#RamadanSeries: 99-domed Mosque of Punchbowl
After working on a primary school for a Greek Orthodox community, Architect Angelo Candalepas received the commission in 2009 from the Australian Islamic Mission for the mosque in Punchbowl.
The project seeks to establish a new home for the Australian Islamic Mission and provide a complex of buildings to facilitate learning and religious worship for local community members that follow the Muslim faith. The development is to be constructed in two stages, with Stage 1 being the construction of the Mosque accommodating approximately 300 worshippers and Stage 2 being the construction of community buildings.
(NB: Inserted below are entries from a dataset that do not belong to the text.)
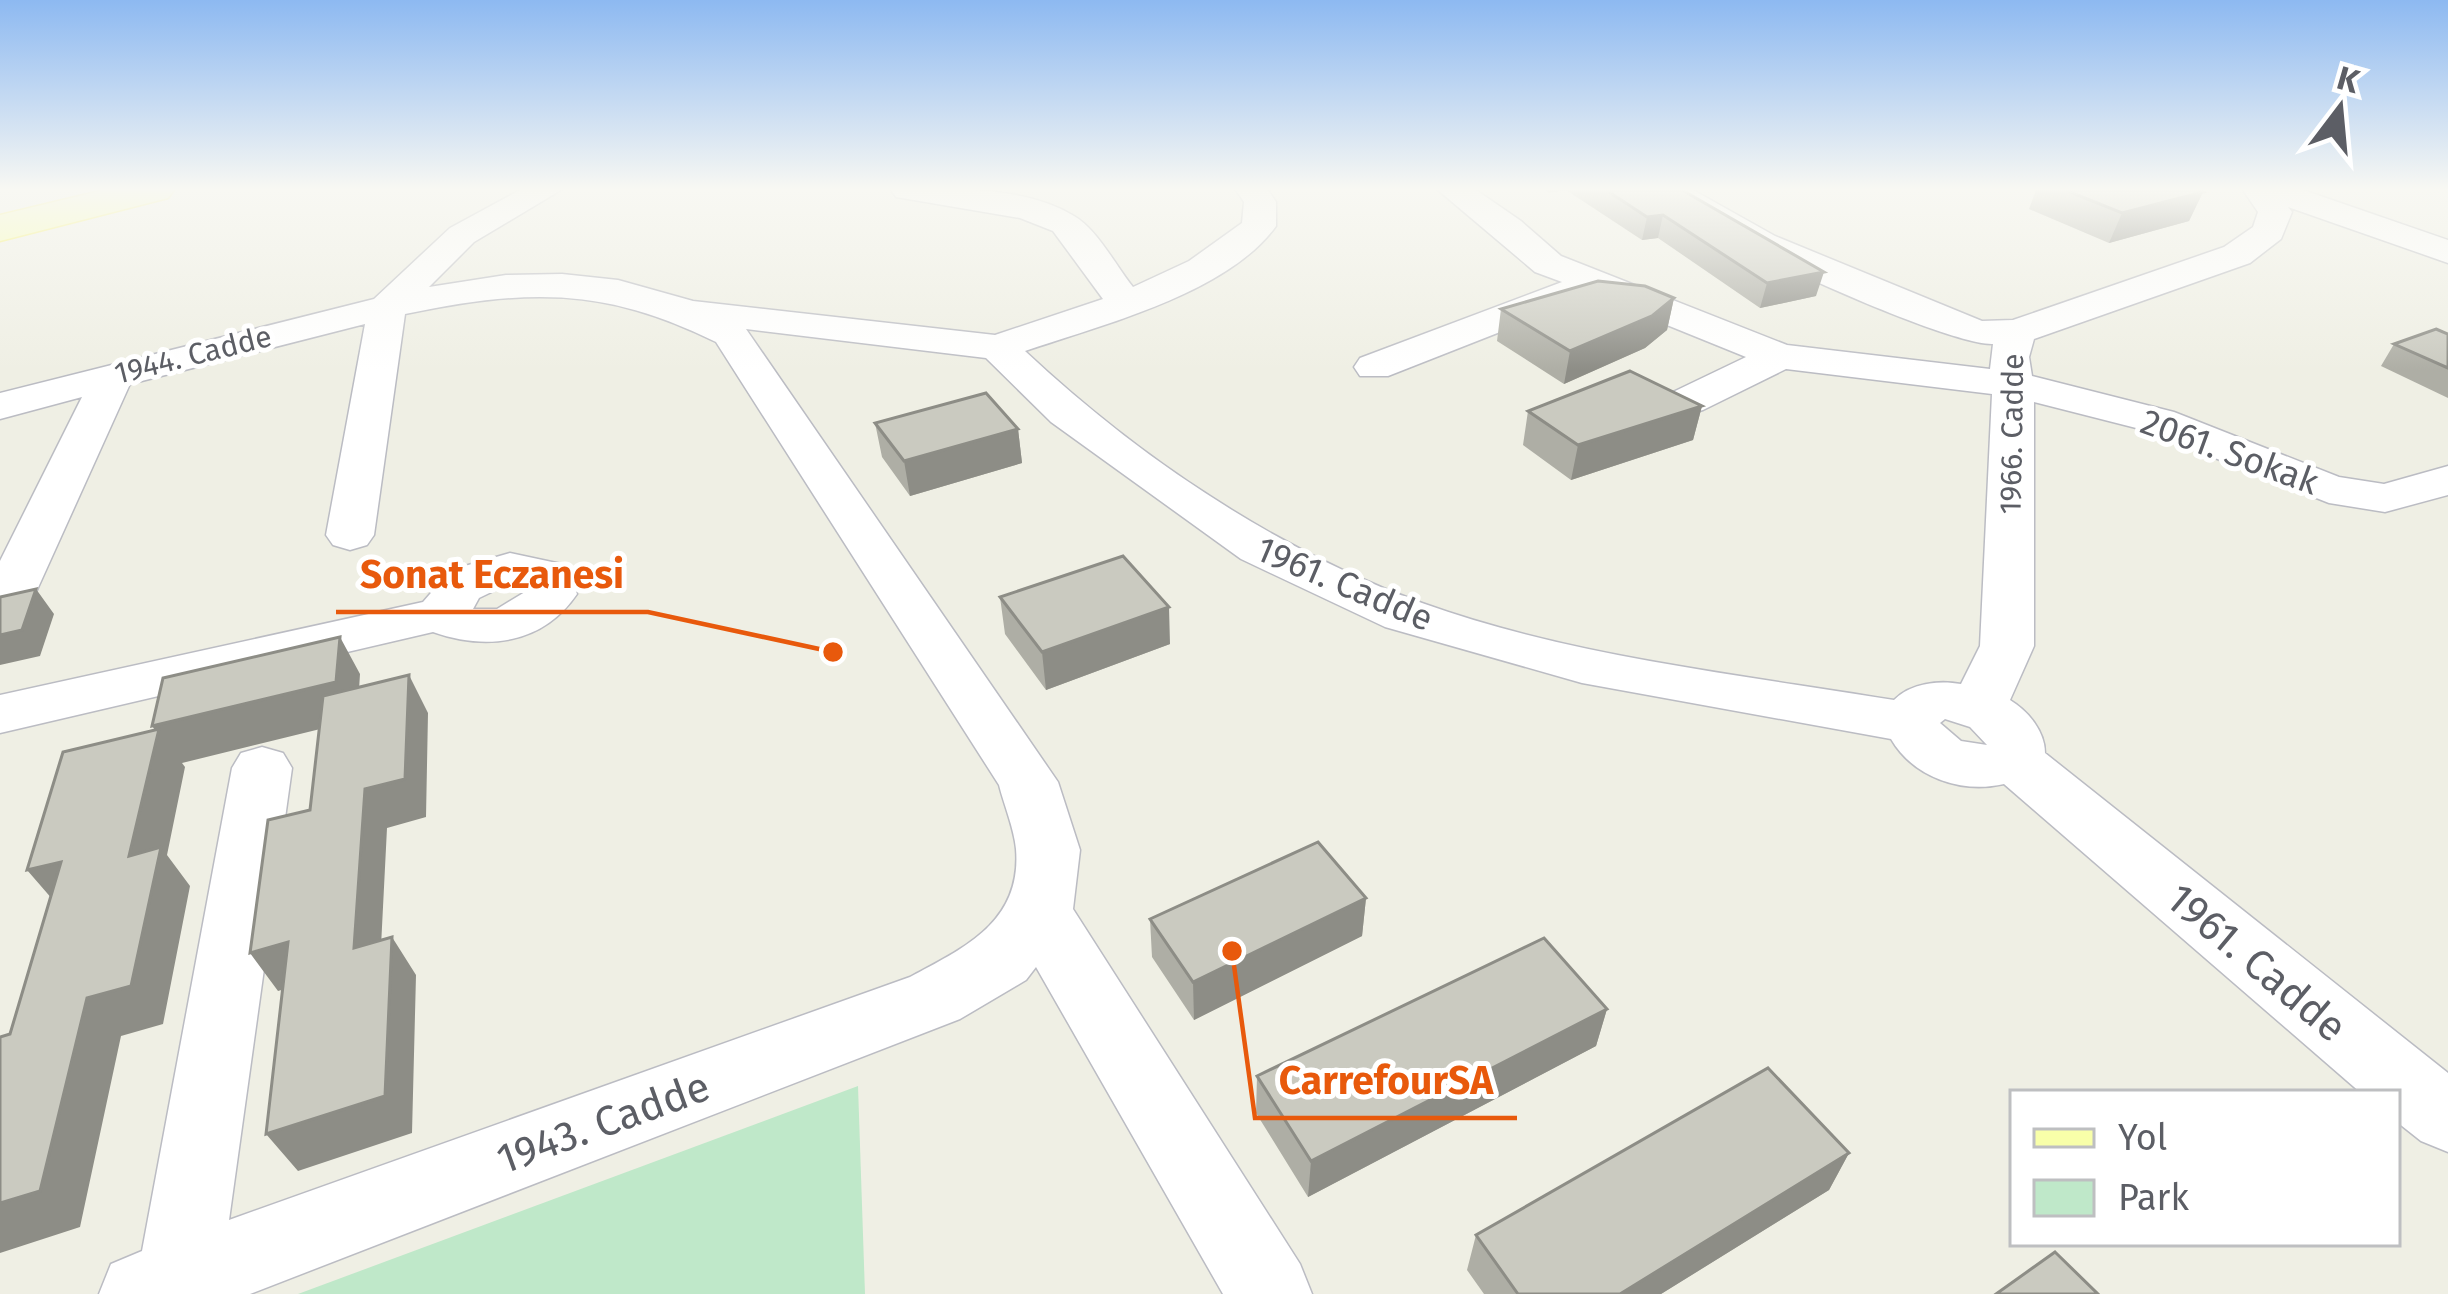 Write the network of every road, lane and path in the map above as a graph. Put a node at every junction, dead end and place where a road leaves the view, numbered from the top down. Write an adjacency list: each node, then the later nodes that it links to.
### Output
1 (442, 250): 10 (street)
2 (1085, 250): 9 (street)
3 (1227, 250): 9 (street)
4 (1533, 250): 8 (street, 2061. Sokak)
5 (1561, 250): 8 (street)
6 (1780, 250): 12 (street)
7 (2244, 250): 12 (street, 1966. Cadde)
8 (1590, 284): 14 (street, 2061. Sokak); 15 (street)
9 (1124, 302): 13 (street)
10 (387, 307): 11 (street, 1944. Cadde); 16 (street, 1944. Cadde); 21 (street)
11 (693, 312): 13 (street); 27 (street)
12 (2017, 332): 17 (street, 1966. Cadde)
13 (998, 347): 25 (street, 1961. Cadde)
14 (1780, 356): 17 (street, 2061. Sokak); 18 (street)
15 (1374, 367)
16 (113, 376): 19 (street, 1944. Cadde); 22 (street)
17 (2013, 384): 20 (street, 2061. Sokak); 25 (street, 1966. Cadde)
18 (1688, 401)
19 (0, 406)
20 (2448, 480)
21 (350, 535)
22 (6, 601)
23 (446, 614): 24 (street)
24 (0, 714)
25 (1995, 733): 28 (street, 1961. Cadde)
26 (262, 768): 29 (street)
27 (1039, 912): 29 (street, 1943. Cadde); 30 (street)
28 (2448, 1117)
29 (160, 1287)
30 (1270, 1294) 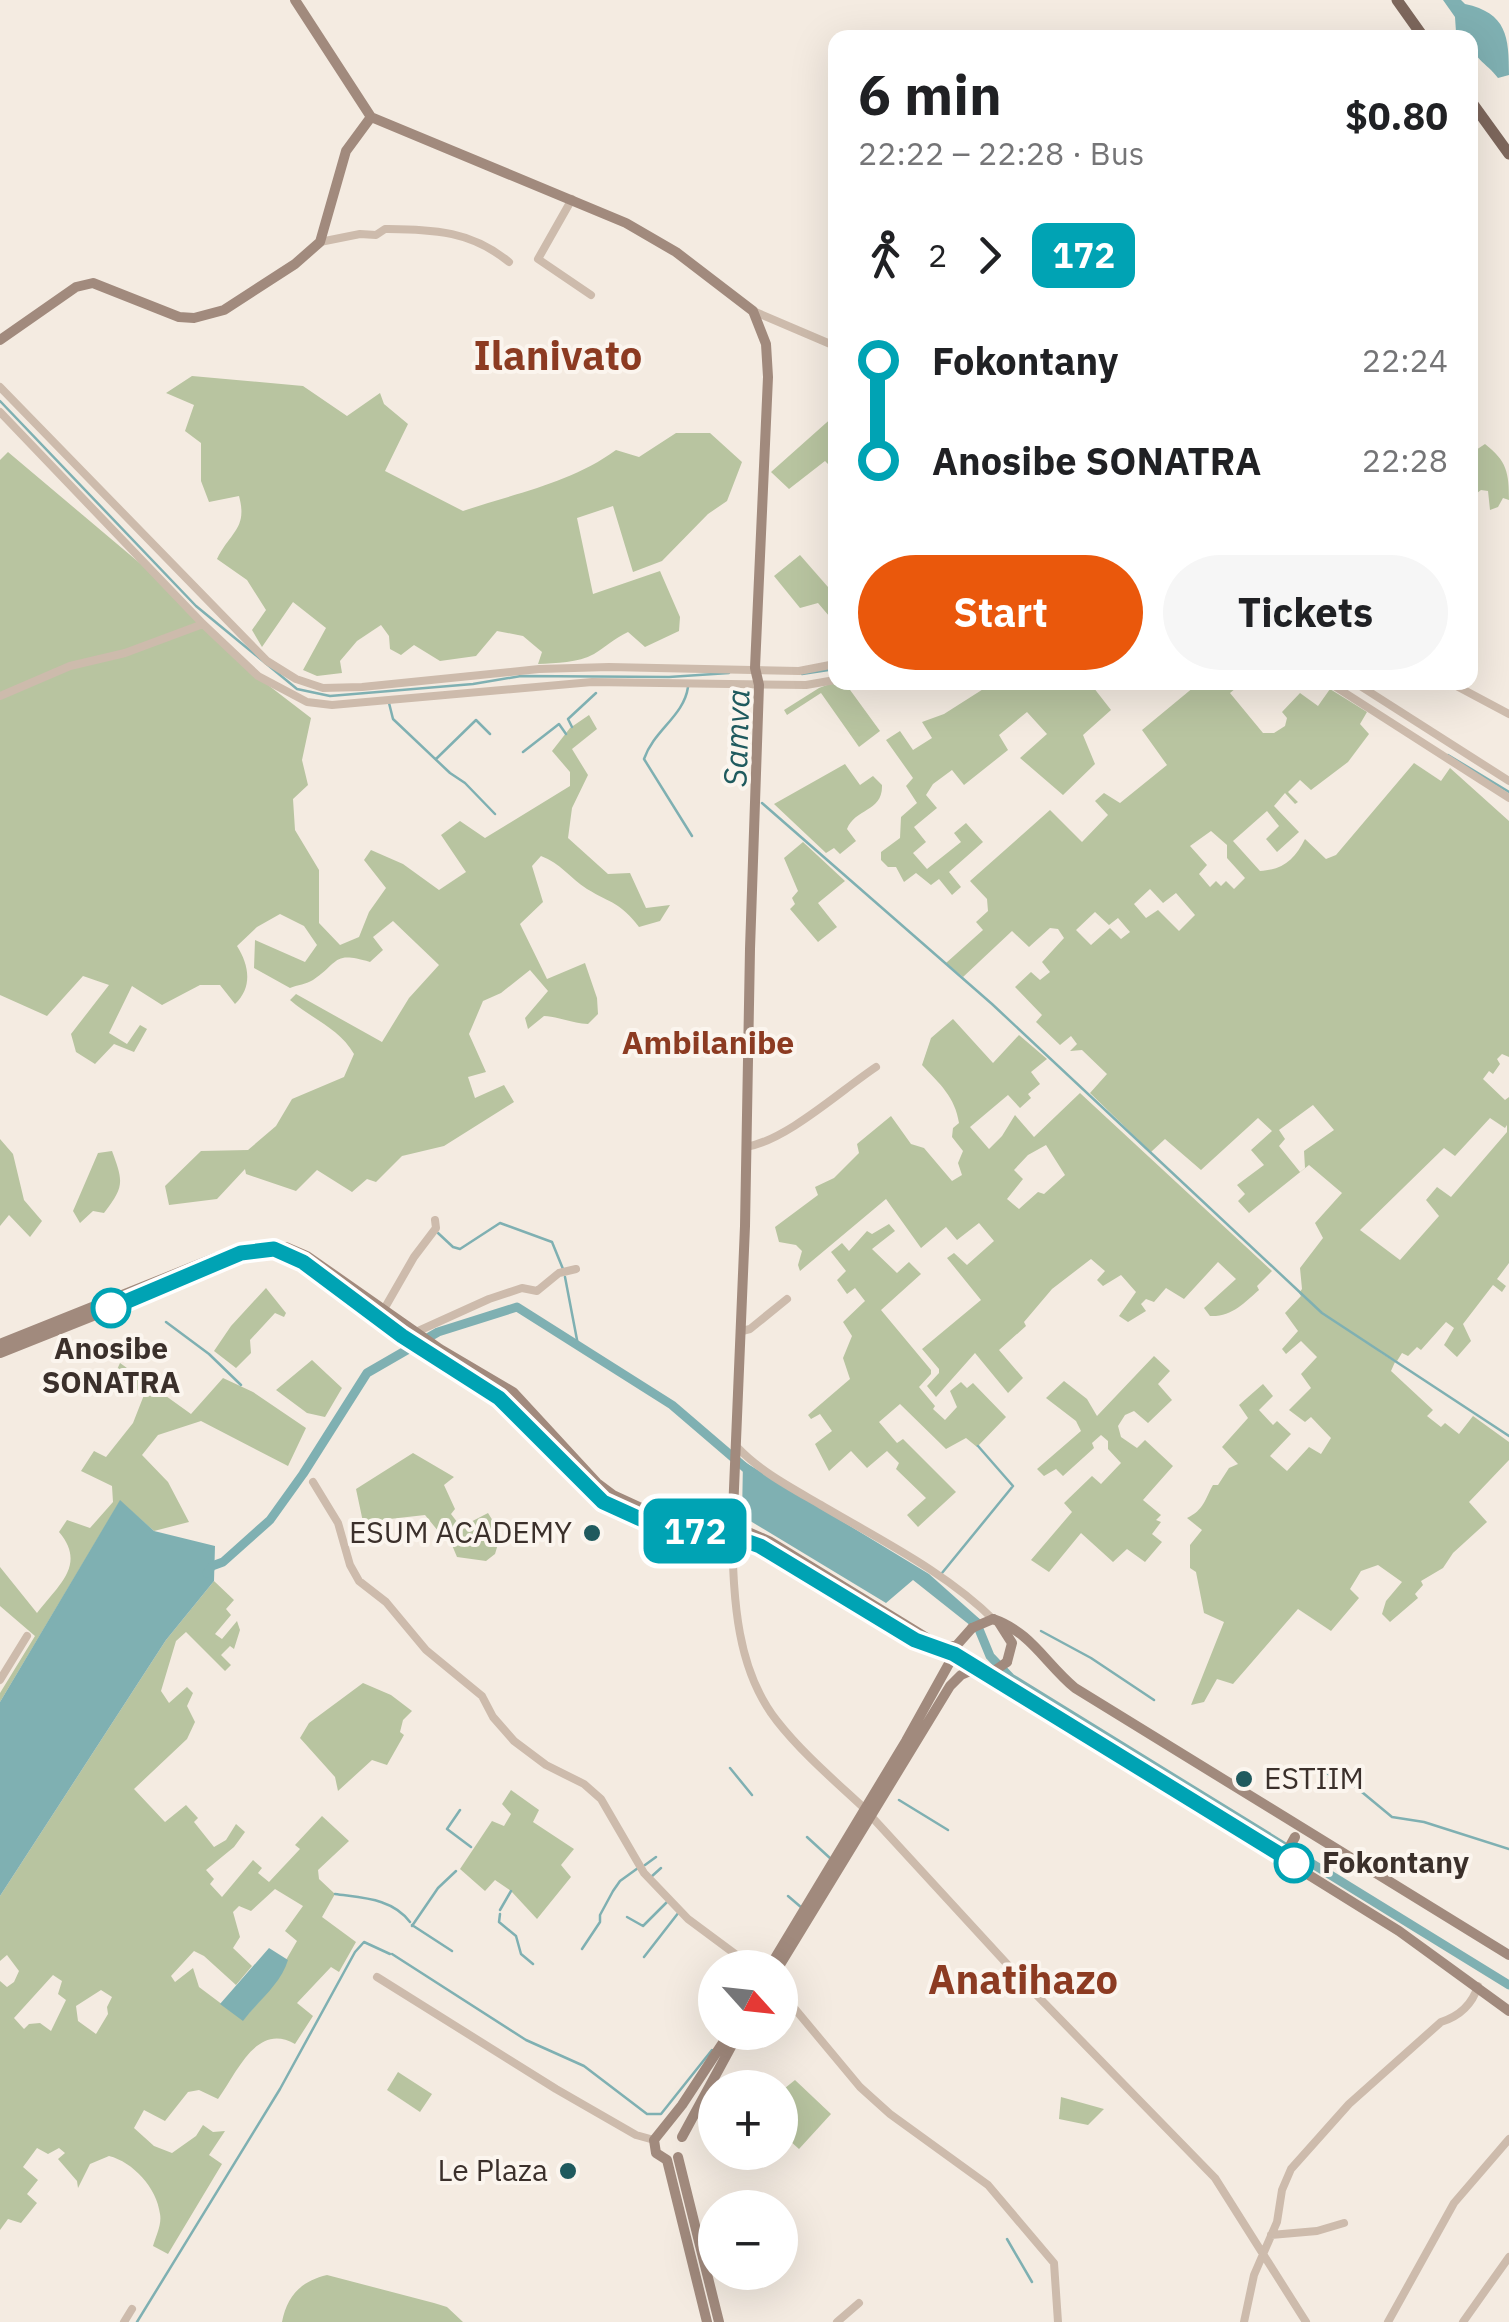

The buildings are arranged around a quadrangle partially open to one side, which provides an internal outlook and affords privacy to students and community members. This configuration creates two adjoining but separate courtyards, providing the separation of the primary daytime functions required by the client brief.
The first more public of the two courtyards, is accessed directly from the street and abuts the Mosque. This courtyard is used primarily as an orientation and congregation space for worshippers entering and exiting the Mosque. The second courtyard is larger and more private, accessed through, but physically separated from the first courtyard.
The architectural expression of the Mosque is intentionally separate and distant from the remainder of the future community buildings. Entry to the Mosque is via the first courtyard, with male and female worshippers separating to perform ablutions before prayer. Male worshippers diverge right as they approach the Mosque, into the raking triangular form of the male ablutions area at ground level before passing back out below the compressed entry awning which opens out into the main prayer hall.
Female worshippers pass under the minaret to the left of the entry courtyard and into the female ablutions area before continuing up through the minaret to prayer galleries on level 1 and 2 of the Mosque. These prayer galleries extend out under the timber lined dome and oculus into the main prayer space below, placing the female worshippers at the heart of the Mosque.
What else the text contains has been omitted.